Entries taken from a collection
═══

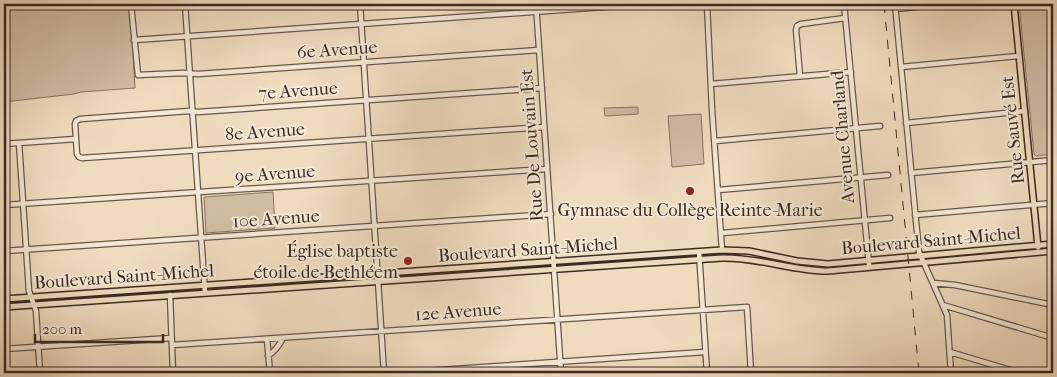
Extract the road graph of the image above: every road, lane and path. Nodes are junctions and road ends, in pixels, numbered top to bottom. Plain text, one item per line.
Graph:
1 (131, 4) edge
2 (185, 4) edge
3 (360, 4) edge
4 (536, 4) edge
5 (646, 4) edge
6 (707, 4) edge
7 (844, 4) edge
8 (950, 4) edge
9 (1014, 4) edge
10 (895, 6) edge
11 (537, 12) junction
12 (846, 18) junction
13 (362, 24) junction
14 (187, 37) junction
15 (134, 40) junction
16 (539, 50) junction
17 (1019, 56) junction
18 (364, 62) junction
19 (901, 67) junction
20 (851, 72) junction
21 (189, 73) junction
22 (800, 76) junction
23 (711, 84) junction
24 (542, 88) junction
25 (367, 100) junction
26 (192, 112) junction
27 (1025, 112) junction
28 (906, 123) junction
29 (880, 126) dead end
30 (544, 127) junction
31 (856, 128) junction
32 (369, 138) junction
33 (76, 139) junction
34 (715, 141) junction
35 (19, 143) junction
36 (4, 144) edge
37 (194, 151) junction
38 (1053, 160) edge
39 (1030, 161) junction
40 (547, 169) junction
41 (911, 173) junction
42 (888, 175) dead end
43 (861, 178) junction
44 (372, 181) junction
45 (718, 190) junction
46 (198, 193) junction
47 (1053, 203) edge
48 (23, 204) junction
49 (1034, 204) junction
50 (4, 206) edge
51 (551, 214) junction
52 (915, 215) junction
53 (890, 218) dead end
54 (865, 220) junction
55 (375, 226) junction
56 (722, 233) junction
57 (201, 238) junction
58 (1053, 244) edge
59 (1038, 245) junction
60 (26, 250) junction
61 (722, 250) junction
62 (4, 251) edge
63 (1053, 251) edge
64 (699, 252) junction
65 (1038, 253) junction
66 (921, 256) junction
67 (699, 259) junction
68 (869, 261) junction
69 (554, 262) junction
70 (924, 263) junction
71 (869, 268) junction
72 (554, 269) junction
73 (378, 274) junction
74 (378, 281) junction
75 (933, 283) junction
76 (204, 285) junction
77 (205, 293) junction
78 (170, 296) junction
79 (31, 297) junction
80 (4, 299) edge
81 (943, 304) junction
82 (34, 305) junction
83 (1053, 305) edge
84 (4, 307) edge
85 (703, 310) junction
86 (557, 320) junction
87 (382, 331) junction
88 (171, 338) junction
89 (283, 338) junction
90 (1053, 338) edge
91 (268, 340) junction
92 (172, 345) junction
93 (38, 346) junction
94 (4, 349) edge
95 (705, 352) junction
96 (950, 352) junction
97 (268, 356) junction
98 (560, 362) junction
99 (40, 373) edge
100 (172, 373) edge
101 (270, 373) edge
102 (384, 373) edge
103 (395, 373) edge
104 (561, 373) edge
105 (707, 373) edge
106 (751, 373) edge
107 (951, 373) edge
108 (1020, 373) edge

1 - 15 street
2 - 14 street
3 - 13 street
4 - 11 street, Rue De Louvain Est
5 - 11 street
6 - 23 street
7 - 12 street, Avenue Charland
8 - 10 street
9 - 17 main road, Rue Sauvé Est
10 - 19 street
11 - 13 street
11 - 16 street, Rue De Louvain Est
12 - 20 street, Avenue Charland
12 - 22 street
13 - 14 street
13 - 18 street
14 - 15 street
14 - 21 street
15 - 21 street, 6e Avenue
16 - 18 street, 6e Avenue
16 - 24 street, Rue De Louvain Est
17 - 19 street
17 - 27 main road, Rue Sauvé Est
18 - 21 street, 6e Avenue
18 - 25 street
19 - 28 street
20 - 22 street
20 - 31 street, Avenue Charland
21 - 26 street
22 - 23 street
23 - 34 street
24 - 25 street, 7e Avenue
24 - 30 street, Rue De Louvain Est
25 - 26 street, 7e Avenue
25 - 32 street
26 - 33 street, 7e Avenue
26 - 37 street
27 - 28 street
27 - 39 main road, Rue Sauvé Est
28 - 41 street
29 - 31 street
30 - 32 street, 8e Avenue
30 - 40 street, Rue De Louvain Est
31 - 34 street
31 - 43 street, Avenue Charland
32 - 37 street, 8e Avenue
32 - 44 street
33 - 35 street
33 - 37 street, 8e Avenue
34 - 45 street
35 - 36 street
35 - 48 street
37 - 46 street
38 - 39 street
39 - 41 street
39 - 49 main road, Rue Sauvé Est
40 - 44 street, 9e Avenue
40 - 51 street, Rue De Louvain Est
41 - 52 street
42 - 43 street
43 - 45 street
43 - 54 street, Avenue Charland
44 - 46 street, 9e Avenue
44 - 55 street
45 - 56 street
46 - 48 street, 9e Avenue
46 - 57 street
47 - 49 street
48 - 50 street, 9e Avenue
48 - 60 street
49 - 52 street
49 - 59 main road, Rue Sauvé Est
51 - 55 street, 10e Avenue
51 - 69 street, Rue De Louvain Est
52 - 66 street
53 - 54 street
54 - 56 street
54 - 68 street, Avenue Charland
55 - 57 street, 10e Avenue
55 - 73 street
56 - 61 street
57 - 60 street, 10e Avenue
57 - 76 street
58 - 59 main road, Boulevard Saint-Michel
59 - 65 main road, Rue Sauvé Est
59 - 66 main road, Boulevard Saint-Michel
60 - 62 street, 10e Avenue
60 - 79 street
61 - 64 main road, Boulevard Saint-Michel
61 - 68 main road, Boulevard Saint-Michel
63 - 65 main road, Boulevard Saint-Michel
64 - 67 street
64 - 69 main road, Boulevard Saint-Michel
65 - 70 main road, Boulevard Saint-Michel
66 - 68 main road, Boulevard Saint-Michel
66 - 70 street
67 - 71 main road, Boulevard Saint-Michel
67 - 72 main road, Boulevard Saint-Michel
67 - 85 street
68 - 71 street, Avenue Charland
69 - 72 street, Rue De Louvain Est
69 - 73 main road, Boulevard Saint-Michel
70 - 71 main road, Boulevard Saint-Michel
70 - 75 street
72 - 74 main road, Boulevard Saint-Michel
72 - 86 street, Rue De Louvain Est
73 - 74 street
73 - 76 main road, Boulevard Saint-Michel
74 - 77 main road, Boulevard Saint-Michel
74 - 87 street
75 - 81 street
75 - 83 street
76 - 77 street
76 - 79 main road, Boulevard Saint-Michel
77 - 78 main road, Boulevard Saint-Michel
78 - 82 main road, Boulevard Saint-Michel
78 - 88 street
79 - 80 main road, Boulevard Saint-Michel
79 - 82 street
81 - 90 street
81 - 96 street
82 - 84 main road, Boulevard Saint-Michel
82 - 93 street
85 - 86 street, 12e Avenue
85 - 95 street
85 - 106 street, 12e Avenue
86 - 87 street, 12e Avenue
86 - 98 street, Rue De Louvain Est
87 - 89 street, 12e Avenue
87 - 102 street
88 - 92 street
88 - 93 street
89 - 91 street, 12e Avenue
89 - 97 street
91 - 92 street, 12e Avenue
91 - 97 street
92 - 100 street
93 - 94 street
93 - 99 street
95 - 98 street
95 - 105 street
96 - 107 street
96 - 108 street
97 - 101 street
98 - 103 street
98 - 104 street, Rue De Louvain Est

═══

:: Problem details ::
Which of the lines above hold the string "Sauvé"? Copy each one.

:: Exercise output ::
9 - 17 main road, Rue Sauvé Est
17 - 27 main road, Rue Sauvé Est
27 - 39 main road, Rue Sauvé Est
39 - 49 main road, Rue Sauvé Est
49 - 59 main road, Rue Sauvé Est
59 - 65 main road, Rue Sauvé Est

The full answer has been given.